The signatories also warned that violations of international humanitarian and human rights laws in Libya will not go unnoticed and perpetrators will be held accountable.
“The trend of attacks against politicians, political activists and members of civil society, and in particular women, is unacceptable,” it said.
J Statement by the Embassies #Austria #Belgium #Bulgaria #EU #Finland #France #Germany #Italy #TheNetherlands #Portugal #Spain #Sweden #UK🇬🇧🇸🇪🇦🇹🇧🇪🇧🇬🇫🇮🇫🇷🇩🇪🇮🇹🇱🇺🇵🇹🇪🇸🇳🇱🇪🇺 to #Libya: Express deep concern for the continued disappearance of MP Siham Sergiwa & call for immediate release pic.twitter.com/6x48OwkEuo
— UK in Libya🇬🇧🇱🇾 (@UKinLibya) November 17, 2019
The United Nations has also called for an investigation into Sergiwa’s disappearance and for her immediate release.

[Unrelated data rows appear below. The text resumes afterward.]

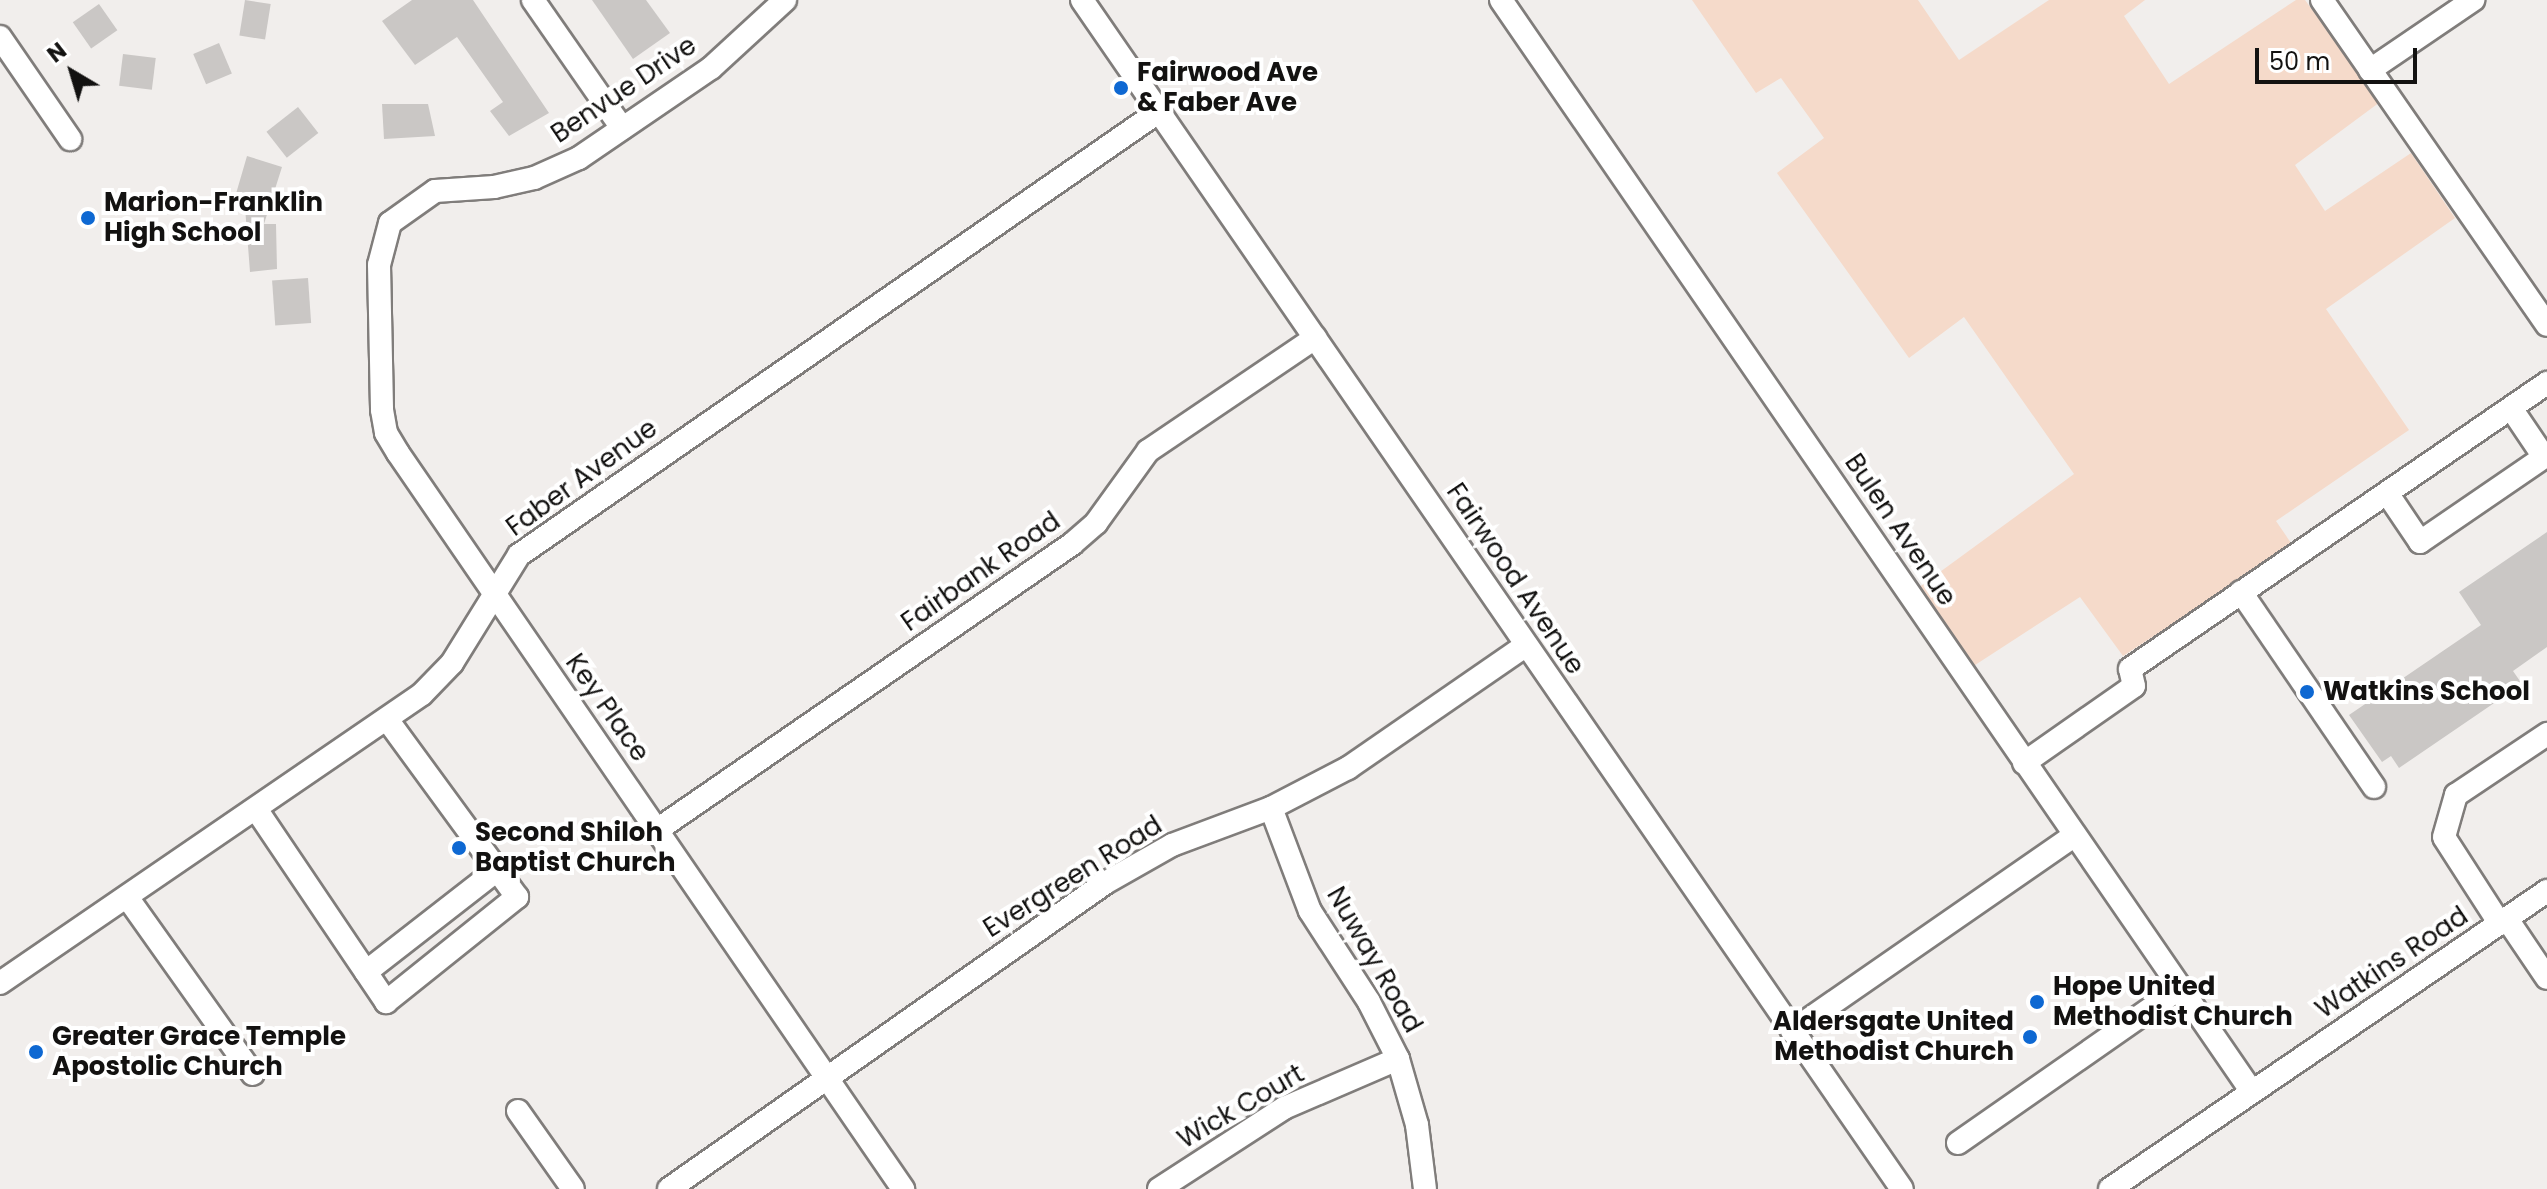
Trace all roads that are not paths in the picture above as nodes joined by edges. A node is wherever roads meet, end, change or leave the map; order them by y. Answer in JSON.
{"nodes":[{"id":1,"x":533,"y":0,"type":"edge"},
{"id":2,"x":785,"y":0,"type":"edge"},
{"id":3,"x":1082,"y":0,"type":"edge"},
{"id":4,"x":1501,"y":0,"type":"edge"},
{"id":5,"x":2322,"y":0,"type":"edge"},
{"id":6,"x":2473,"y":0,"type":"edge"},
{"id":7,"x":0,"y":37,"type":"edge"},
{"id":8,"x":2370,"y":70,"type":"junction"},
{"id":9,"x":1158,"y":112,"type":"junction"},
{"id":10,"x":622,"y":128,"type":"junction"},
{"id":11,"x":70,"y":139,"type":"dead end"},
{"id":12,"x":390,"y":223,"type":"joint"},
{"id":13,"x":2547,"y":325,"type":"edge"},
{"id":14,"x":1315,"y":338,"type":"junction"},
{"id":15,"x":2547,"y":383,"type":"edge"},
{"id":16,"x":2511,"y":408,"type":"junction"},
{"id":17,"x":2387,"y":493,"type":"junction"},
{"id":18,"x":493,"y":592,"type":"junction"},
{"id":19,"x":2241,"y":592,"type":"junction"},
{"id":20,"x":1526,"y":645,"type":"junction"},
{"id":21,"x":388,"y":721,"type":"junction"},
{"id":22,"x":2547,"y":734,"type":"edge"},
{"id":23,"x":2024,"y":763,"type":"junction"},
{"id":24,"x":2374,"y":787,"type":"dead end"},
{"id":25,"x":1271,"y":808,"type":"junction"},
{"id":26,"x":256,"y":809,"type":"junction"},
{"id":27,"x":657,"y":830,"type":"junction"},
{"id":28,"x":2075,"y":835,"type":"junction"},
{"id":29,"x":497,"y":870,"type":"junction"},
{"id":30,"x":2547,"y":891,"type":"edge"},
{"id":31,"x":127,"y":897,"type":"junction"},
{"id":32,"x":2504,"y":921,"type":"junction"},
{"id":33,"x":366,"y":972,"type":"junction"},
{"id":34,"x":2547,"y":978,"type":"edge"},
{"id":35,"x":0,"y":983,"type":"edge"},
{"id":36,"x":2180,"y":988,"type":"junction"},
{"id":37,"x":1792,"y":1031,"type":"junction"},
{"id":38,"x":1398,"y":1059,"type":"junction"},
{"id":39,"x":253,"y":1074,"type":"dead end"},
{"id":40,"x":825,"y":1076,"type":"junction"},
{"id":41,"x":2252,"y":1092,"type":"junction"},
{"id":42,"x":518,"y":1111,"type":"dead end"},
{"id":43,"x":1958,"y":1143,"type":"dead end"},
{"id":44,"x":573,"y":1189,"type":"edge"},
{"id":45,"x":669,"y":1189,"type":"edge"},
{"id":46,"x":903,"y":1189,"type":"edge"},
{"id":47,"x":1159,"y":1189,"type":"edge"},
{"id":48,"x":1425,"y":1189,"type":"edge"},
{"id":49,"x":1902,"y":1189,"type":"edge"},
{"id":50,"x":2110,"y":1189,"type":"edge"}],
"edges":[{"from":1,"to":10,"type":"street"},
{"from":2,"to":10,"type":"street","name":"Benvue Drive"},
{"from":3,"to":9,"type":"street","name":"Fairwood Avenue"},
{"from":4,"to":23,"type":"street","name":"Bulen Avenue"},
{"from":5,"to":8,"type":"street"},
{"from":6,"to":8,"type":"street"},
{"from":7,"to":11,"type":"street"},
{"from":8,"to":13,"type":"street"},
{"from":9,"to":14,"type":"street","name":"Fairwood Avenue"},
{"from":9,"to":18,"type":"street","name":"Faber Avenue"},
{"from":10,"to":12,"type":"street","name":"Benvue Drive"},
{"from":12,"to":18,"type":"street","name":"Key Place"},
{"from":14,"to":20,"type":"street","name":"Fairwood Avenue"},
{"from":14,"to":27,"type":"street","name":"Fairbank Road"},
{"from":15,"to":16,"type":"street"},
{"from":16,"to":17,"type":"street"},
{"from":16,"to":17,"type":"street"},
{"from":17,"to":19,"type":"street"},
{"from":18,"to":21,"type":"street","name":"Faber Avenue"},
{"from":18,"to":27,"type":"street","name":"Key Place"},
{"from":19,"to":23,"type":"street"},
{"from":19,"to":24,"type":"street"},
{"from":20,"to":25,"type":"street","name":"Evergreen Road"},
{"from":20,"to":37,"type":"street","name":"Fairwood Avenue"},
{"from":21,"to":26,"type":"street","name":"Faber Avenue"},
{"from":21,"to":29,"type":"street"},
{"from":22,"to":32,"type":"street"},
{"from":23,"to":28,"type":"street","name":"Bulen Avenue"},
{"from":25,"to":38,"type":"street","name":"Nuway Road"},
{"from":25,"to":40,"type":"street","name":"Evergreen Road"},
{"from":26,"to":31,"type":"street","name":"Faber Avenue"},
{"from":26,"to":33,"type":"street"},
{"from":27,"to":40,"type":"street","name":"Key Place"},
{"from":28,"to":36,"type":"street","name":"Bulen Avenue"},
{"from":28,"to":37,"type":"street"},
{"from":29,"to":33,"type":"street"},
{"from":29,"to":33,"type":"street"},
{"from":30,"to":32,"type":"street","name":"Watkins Road"},
{"from":31,"to":35,"type":"street","name":"Faber Avenue"},
{"from":31,"to":39,"type":"street"},
{"from":32,"to":34,"type":"street"},
{"from":32,"to":41,"type":"street","name":"Watkins Road"},
{"from":36,"to":41,"type":"street","name":"Bulen Avenue"},
{"from":36,"to":43,"type":"street"},
{"from":37,"to":49,"type":"street","name":"Fairwood Avenue"},
{"from":38,"to":47,"type":"street","name":"Wick Court"},
{"from":38,"to":48,"type":"street","name":"Nuway Road"},
{"from":40,"to":45,"type":"street","name":"Evergreen Road"},
{"from":40,"to":46,"type":"street","name":"Key Place"},
{"from":41,"to":50,"type":"street","name":"Watkins Road"},
{"from":42,"to":44,"type":"street"}]}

The raid that resulted in her kidnapping also reportedly saw her husband shot in the leg and came shortly after she spoke on Al Hadath television, an outlet that backs Haftar.
During the broadcast she had called for “an end to the bloodshed”, referring to an offensive launched in April by Haftar’s self-styled Libyan National Army to wrest control of the capital, Tripoli, from rival fighters loyal to the internationally-recognised Government of National Accord (GNA).

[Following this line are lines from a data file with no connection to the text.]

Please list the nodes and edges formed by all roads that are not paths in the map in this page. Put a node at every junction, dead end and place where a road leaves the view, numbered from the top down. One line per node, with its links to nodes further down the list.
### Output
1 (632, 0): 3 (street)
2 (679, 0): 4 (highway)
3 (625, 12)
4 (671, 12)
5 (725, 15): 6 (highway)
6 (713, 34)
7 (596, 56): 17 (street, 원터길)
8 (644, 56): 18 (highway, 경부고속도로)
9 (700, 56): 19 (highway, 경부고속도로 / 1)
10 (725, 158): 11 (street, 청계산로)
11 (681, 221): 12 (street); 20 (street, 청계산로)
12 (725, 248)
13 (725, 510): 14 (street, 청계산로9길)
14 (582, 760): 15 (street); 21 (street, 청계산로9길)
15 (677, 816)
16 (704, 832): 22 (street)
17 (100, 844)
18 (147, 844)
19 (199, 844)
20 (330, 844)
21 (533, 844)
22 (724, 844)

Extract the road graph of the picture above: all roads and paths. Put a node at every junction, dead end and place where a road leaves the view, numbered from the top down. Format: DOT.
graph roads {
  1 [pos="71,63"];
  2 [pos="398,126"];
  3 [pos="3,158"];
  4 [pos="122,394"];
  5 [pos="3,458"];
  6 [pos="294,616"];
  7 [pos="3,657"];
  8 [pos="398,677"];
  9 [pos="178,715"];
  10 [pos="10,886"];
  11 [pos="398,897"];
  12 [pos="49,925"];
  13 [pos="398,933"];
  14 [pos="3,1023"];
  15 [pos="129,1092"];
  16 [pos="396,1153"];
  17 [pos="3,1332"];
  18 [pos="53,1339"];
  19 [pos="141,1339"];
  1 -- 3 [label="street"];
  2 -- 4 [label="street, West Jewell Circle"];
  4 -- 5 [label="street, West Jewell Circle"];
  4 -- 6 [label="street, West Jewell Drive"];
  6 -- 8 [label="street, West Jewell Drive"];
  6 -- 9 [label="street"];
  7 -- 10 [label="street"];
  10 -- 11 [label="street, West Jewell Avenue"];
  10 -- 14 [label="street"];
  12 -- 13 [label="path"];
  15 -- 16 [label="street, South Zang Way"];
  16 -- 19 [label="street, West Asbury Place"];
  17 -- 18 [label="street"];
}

Al Jazeera’s Mahmoud Abdelwahed, reporting from Tripoli, said such incidents involving public figures have increased in Libya in recent years.
“There have been a lot of attacks on politicians and political activists, including opponents of the operation led by the forces loyal to Haftar,” he said.
Haftar’s fighters and the pro-GNA forces are currently embroiled in a stalemate in Tripoli’s southern outskirts.
The fighting has killed more than 1,000 people, according to the World Health Organization. Some 300,000 people have been displaced.
Libya has been split between rival camps based in Tripoli and the east since 2014, a result of the divisions that surfaced following the NATO-backed overthrow of longtime ruler Muammar Gaddafi three years earlier.